(Dataset entries)

★ ★ ★ ★ ★ ★ ★

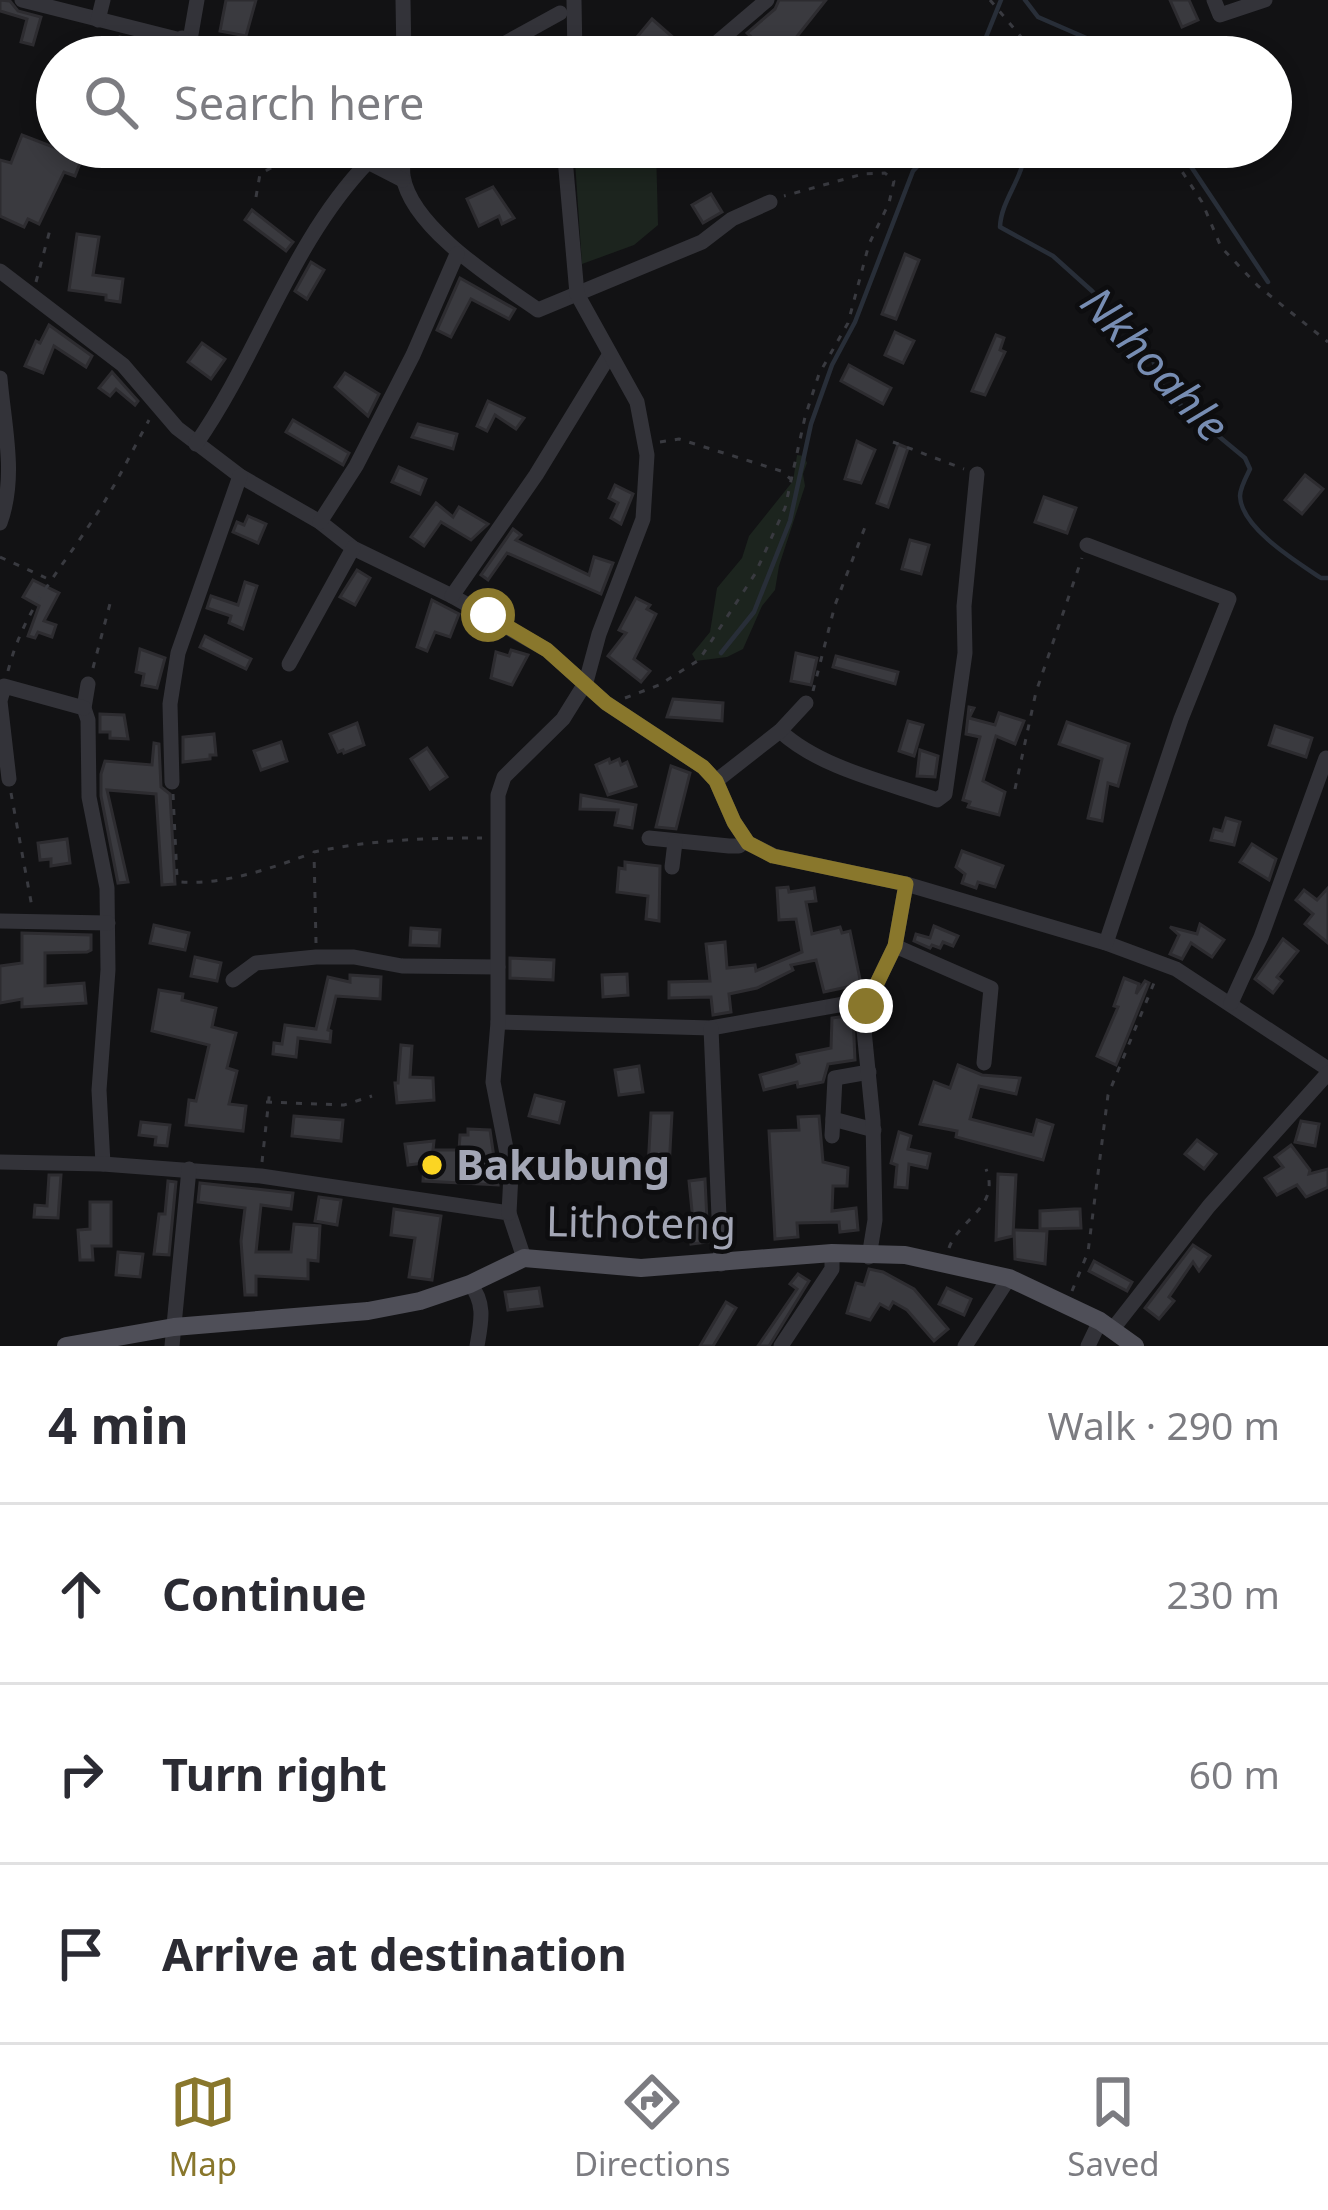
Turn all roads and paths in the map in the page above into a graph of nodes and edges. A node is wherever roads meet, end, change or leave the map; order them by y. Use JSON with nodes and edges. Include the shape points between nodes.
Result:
{"nodes":[{"id":1,"x":22,"y":0,"type":"edge"},
{"id":2,"x":104,"y":0,"type":"edge"},
{"id":3,"x":197,"y":0,"type":"edge"},
{"id":4,"x":403,"y":0,"type":"edge"},
{"id":5,"x":767,"y":0,"type":"edge"},
{"id":6,"x":990,"y":0,"type":"edge"},
{"id":7,"x":1214,"y":0,"type":"edge"},
{"id":8,"x":1264,"y":0,"type":"edge"},
{"id":9,"x":566,"y":6,"type":"edge"},
{"id":10,"x":98,"y":20,"type":"junction"},
{"id":11,"x":172,"y":36,"type":"edge"},
{"id":12,"x":187,"y":36,"type":"edge"},
{"id":13,"x":404,"y":36,"type":"edge"},
{"id":14,"x":516,"y":36,"type":"edge"},
{"id":15,"x":571,"y":36,"type":"edge"},
{"id":16,"x":725,"y":36,"type":"edge"},
{"id":17,"x":1020,"y":36,"type":"edge"},
{"id":18,"x":270,"y":168,"type":"edge"},
{"id":19,"x":362,"y":168,"type":"edge"},
{"id":20,"x":380,"y":168,"type":"edge"},
{"id":21,"x":403,"y":168,"type":"edge"},
{"id":22,"x":566,"y":168,"type":"edge"},
{"id":23,"x":1180,"y":168,"type":"edge"},
{"id":24,"x":403,"y":180,"type":"junction"},
{"id":25,"x":256,"y":196,"type":"dead end"},
{"id":26,"x":770,"y":202,"type":"joint"},
{"id":27,"x":51,"y":226,"type":"dead end"},
{"id":28,"x":457,"y":254,"type":"junction"},
{"id":29,"x":0,"y":271,"type":"edge"},
{"id":30,"x":33,"y":293,"type":"junction"},
{"id":31,"x":577,"y":294,"type":"junction"},
{"id":32,"x":1328,"y":342,"type":"edge"},
{"id":33,"x":610,"y":354,"type":"junction"},
{"id":34,"x":0,"y":378,"type":"edge"},
{"id":35,"x":158,"y":403,"type":"junction"},
{"id":36,"x":893,"y":442,"type":"dead end"},
{"id":37,"x":196,"y":444,"type":"junction"},
{"id":38,"x":647,"y":454,"type":"junction"},
{"id":39,"x":976,"y":474,"type":"joint"},
{"id":40,"x":240,"y":476,"type":"junction"},
{"id":41,"x":793,"y":482,"type":"junction"},
{"id":42,"x":1,"y":520,"type":"edge"},
{"id":43,"x":320,"y":522,"type":"junction"},
{"id":44,"x":866,"y":522,"type":"dead end"},
{"id":45,"x":1088,"y":545,"type":"joint"},
{"id":46,"x":353,"y":548,"type":"junction"},
{"id":47,"x":0,"y":557,"type":"edge"},
{"id":48,"x":48,"y":579,"type":"junction"},
{"id":49,"x":452,"y":596,"type":"junction"},
{"id":50,"x":111,"y":601,"type":"dead end"},
{"id":51,"x":289,"y":664,"type":"dead end"},
{"id":52,"x":586,"y":682,"type":"junction"},
{"id":53,"x":88,"y":684,"type":"joint"},
{"id":54,"x":1,"y":696,"type":"edge"},
{"id":55,"x":606,"y":703,"type":"junction"},
{"id":56,"x":806,"y":703,"type":"joint"},
{"id":57,"x":84,"y":708,"type":"junction"},
{"id":58,"x":780,"y":731,"type":"junction"},
{"id":59,"x":1326,"y":758,"type":"edge"},
{"id":60,"x":9,"y":779,"type":"joint"},
{"id":61,"x":716,"y":781,"type":"junction"},
{"id":62,"x":172,"y":782,"type":"joint"},
{"id":63,"x":1015,"y":789,"type":"dead end"},
{"id":64,"x":496,"y":838,"type":"junction"},
{"id":65,"x":649,"y":838,"type":"dead end"},
{"id":66,"x":746,"y":840,"type":"junction"},
{"id":67,"x":675,"y":842,"type":"junction"},
{"id":68,"x":314,"y":852,"type":"junction"},
{"id":69,"x":672,"y":867,"type":"dead end"},
{"id":70,"x":906,"y":884,"type":"junction"},
{"id":71,"x":0,"y":921,"type":"edge"},
{"id":72,"x":34,"y":921,"type":"junction"},
{"id":73,"x":108,"y":922,"type":"junction"},
{"id":74,"x":1106,"y":943,"type":"junction"},
{"id":75,"x":895,"y":946,"type":"junction"},
{"id":76,"x":316,"y":957,"type":"junction"},
{"id":77,"x":1160,"y":965,"type":"junction"},
{"id":78,"x":498,"y":967,"type":"junction"},
{"id":79,"x":233,"y":980,"type":"dead end"},
{"id":80,"x":1231,"y":1003,"type":"junction"},
{"id":81,"x":866,"y":1006,"type":"junction"},
{"id":82,"x":498,"y":1022,"type":"junction"},
{"id":83,"x":711,"y":1028,"type":"junction"},
{"id":84,"x":984,"y":1063,"type":"dead end"},
{"id":85,"x":1328,"y":1071,"type":"edge"},
{"id":86,"x":869,"y":1072,"type":"junction"},
{"id":87,"x":270,"y":1089,"type":"dead end"},
{"id":88,"x":372,"y":1096,"type":"dead end"},
{"id":89,"x":266,"y":1102,"type":"junction"},
{"id":90,"x":874,"y":1130,"type":"junction"},
{"id":91,"x":0,"y":1162,"type":"edge"},
{"id":92,"x":103,"y":1164,"type":"junction"},
{"id":93,"x":189,"y":1169,"type":"junction"},
{"id":94,"x":986,"y":1169,"type":"dead end"},
{"id":95,"x":261,"y":1176,"type":"junction"},
{"id":96,"x":509,"y":1214,"type":"junction"},
{"id":97,"x":832,"y":1253,"type":"junction"},
{"id":98,"x":868,"y":1257,"type":"junction"},
{"id":99,"x":524,"y":1258,"type":"junction"},
{"id":100,"x":944,"y":1262,"type":"junction"},
{"id":101,"x":722,"y":1264,"type":"junction"},
{"id":102,"x":1009,"y":1278,"type":"junction"},
{"id":103,"x":470,"y":1285,"type":"junction"},
{"id":104,"x":1066,"y":1305,"type":"junction"},
{"id":105,"x":1106,"y":1325,"type":"junction"},
{"id":106,"x":173,"y":1337,"type":"edge"},
{"id":107,"x":66,"y":1346,"type":"edge"},
{"id":108,"x":478,"y":1346,"type":"edge"},
{"id":109,"x":781,"y":1346,"type":"edge"},
{"id":110,"x":965,"y":1346,"type":"edge"},
{"id":111,"x":1088,"y":1346,"type":"edge"},
{"id":112,"x":1135,"y":1346,"type":"edge"}],
"edges":[{"from":1,"to":10,"type":"street"},
{"from":2,"to":10,"type":"street"},
{"from":3,"to":12,"type":"street"},
{"from":4,"to":13,"type":"street"},
{"from":5,"to":16,"type":"street"},
{"from":6,"to":17,"type":"path"},
{"from":7,"to":8,"type":"street","via":[[1220,15]]},
{"from":9,"to":14,"type":"street"},
{"from":9,"to":15,"type":"street"},
{"from":10,"to":11,"type":"street"},
{"from":18,"to":25,"type":"path","via":[[260,174]]},
{"from":19,"to":37,"type":"street","via":[[289,274],[257,345]]},
{"from":20,"to":24,"type":"street"},
{"from":21,"to":24,"type":"street"},
{"from":22,"to":31,"type":"street"},
{"from":23,"to":32,"type":"path","via":[[1221,248]]},
{"from":24,"to":28,"type":"street"},
{"from":26,"to":31,"type":"street","via":[[702,242]]},
{"from":26,"to":41,"type":"path","via":[[863,174],[885,173],[894,182],[848,323],[819,374]]},
{"from":27,"to":30,"type":"path"},
{"from":28,"to":31,"type":"street","via":[[538,310]]},
{"from":28,"to":43,"type":"street","via":[[413,355]]},
{"from":29,"to":30,"type":"street"},
{"from":30,"to":35,"type":"street"},
{"from":31,"to":33,"type":"street"},
{"from":33,"to":38,"type":"street","via":[[637,402]]},
{"from":33,"to":49,"type":"street"},
{"from":34,"to":42,"type":"street","via":[[10,465]]},
{"from":35,"to":37,"type":"street"},
{"from":35,"to":48,"type":"path","via":[[103,505]]},
{"from":36,"to":39,"type":"path"},
{"from":37,"to":40,"type":"street"},
{"from":38,"to":41,"type":"path","via":[[679,439],[782,471]]},
{"from":38,"to":52,"type":"street","via":[[643,519]]},
{"from":39,"to":58,"type":"street","via":[[965,653],[945,794],[937,800],[845,766]]},
{"from":40,"to":43,"type":"street"},
{"from":40,"to":62,"type":"street","via":[[178,653]]},
{"from":41,"to":55,"type":"path","via":[[755,574],[699,660]]},
{"from":43,"to":46,"type":"street"},
{"from":44,"to":56,"type":"path"},
{"from":45,"to":63,"type":"path","via":[[1036,692]]},
{"from":45,"to":74,"type":"street","via":[[1229,599]]},
{"from":46,"to":49,"type":"street"},
{"from":46,"to":51,"type":"street"},
{"from":47,"to":48,"type":"path"},
{"from":48,"to":54,"type":"path","via":[[16,640]]},
{"from":49,"to":52,"type":"street"},
{"from":50,"to":53,"type":"path"},
{"from":52,"to":55,"type":"street"},
{"from":52,"to":64,"type":"street","via":[[563,719],[504,777]]},
{"from":53,"to":57,"type":"street"},
{"from":54,"to":57,"type":"street"},
{"from":54,"to":60,"type":"street"},
{"from":55,"to":61,"type":"street"},
{"from":56,"to":58,"type":"street"},
{"from":57,"to":73,"type":"street"},
{"from":58,"to":61,"type":"street"},
{"from":59,"to":80,"type":"street"},
{"from":60,"to":72,"type":"path"},
{"from":61,"to":66,"type":"street"},
{"from":62,"to":68,"type":"path","via":[[182,882],[280,866]]},
{"from":64,"to":68,"type":"path"},
{"from":64,"to":78,"type":"street"},
{"from":65,"to":67,"type":"street"},
{"from":66,"to":67,"type":"street"},
{"from":66,"to":70,"type":"street","via":[[773,856]]},
{"from":67,"to":69,"type":"street"},
{"from":68,"to":76,"type":"path"},
{"from":70,"to":74,"type":"street"},
{"from":70,"to":75,"type":"street"},
{"from":71,"to":72,"type":"street"},
{"from":72,"to":73,"type":"street"},
{"from":73,"to":92,"type":"street"},
{"from":74,"to":77,"type":"street"},
{"from":75,"to":81,"type":"street"},
{"from":75,"to":84,"type":"street","via":[[991,988]]},
{"from":76,"to":78,"type":"street"},
{"from":76,"to":79,"type":"street","via":[[256,963]]},
{"from":77,"to":80,"type":"street"},
{"from":77,"to":104,"type":"path","via":[[1108,1095],[1088,1252]]},
{"from":78,"to":82,"type":"street"},
{"from":80,"to":85,"type":"street"},
{"from":81,"to":83,"type":"street"},
{"from":81,"to":86,"type":"street"},
{"from":82,"to":83,"type":"street"},
{"from":82,"to":96,"type":"street","via":[[493,1082],[511,1174]]},
{"from":83,"to":101,"type":"street"},
{"from":85,"to":105,"type":"street"},
{"from":86,"to":90,"type":"street"},
{"from":86,"to":90,"type":"street","via":[[835,1078],[832,1127]]},
{"from":87,"to":89,"type":"path"},
{"from":88,"to":89,"type":"path","via":[[344,1105]]},
{"from":89,"to":95,"type":"path"},
{"from":90,"to":98,"type":"street"},
{"from":91,"to":92,"type":"street"},
{"from":92,"to":93,"type":"street"},
{"from":93,"to":95,"type":"street"},
{"from":93,"to":106,"type":"street"},
{"from":94,"to":100,"type":"path","via":[[987,1196],[952,1238]]},
{"from":95,"to":96,"type":"street"},
{"from":96,"to":99,"type":"street"},
{"from":97,"to":98,"type":"main road","name":"Lithoteng"},
{"from":97,"to":101,"type":"main road","name":"Lithoteng"},
{"from":97,"to":109,"type":"street","via":[[832,1269]]},
{"from":98,"to":100,"type":"main road","name":"Lithoteng"},
{"from":99,"to":101,"type":"main road","name":"Lithoteng","via":[[641,1268]]},
{"from":99,"to":103,"type":"main road","name":"Lithoteng"},
{"from":100,"to":102,"type":"main road","name":"Lithoteng"},
{"from":102,"to":104,"type":"main road","name":"Lithoteng"},
{"from":102,"to":110,"type":"street"},
{"from":103,"to":106,"type":"main road","name":"Lithoteng","via":[[368,1311]]},
{"from":103,"to":108,"type":"street","via":[[482,1311]]},
{"from":104,"to":105,"type":"main road","name":"Lithoteng"},
{"from":105,"to":111,"type":"street"},
{"from":105,"to":112,"type":"main road","name":"Lithoteng"},
{"from":106,"to":107,"type":"main road","name":"Lithoteng"}]}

★ ★ ★ ★ ★ ★ ★

What you need to do —
Each line above with the word "joint" needs to be copied.

Solution below —
{"id":26,"x":770,"y":202,"type":"joint"},
{"id":39,"x":976,"y":474,"type":"joint"},
{"id":45,"x":1088,"y":545,"type":"joint"},
{"id":53,"x":88,"y":684,"type":"joint"},
{"id":56,"x":806,"y":703,"type":"joint"},
{"id":60,"x":9,"y":779,"type":"joint"},
{"id":62,"x":172,"y":782,"type":"joint"},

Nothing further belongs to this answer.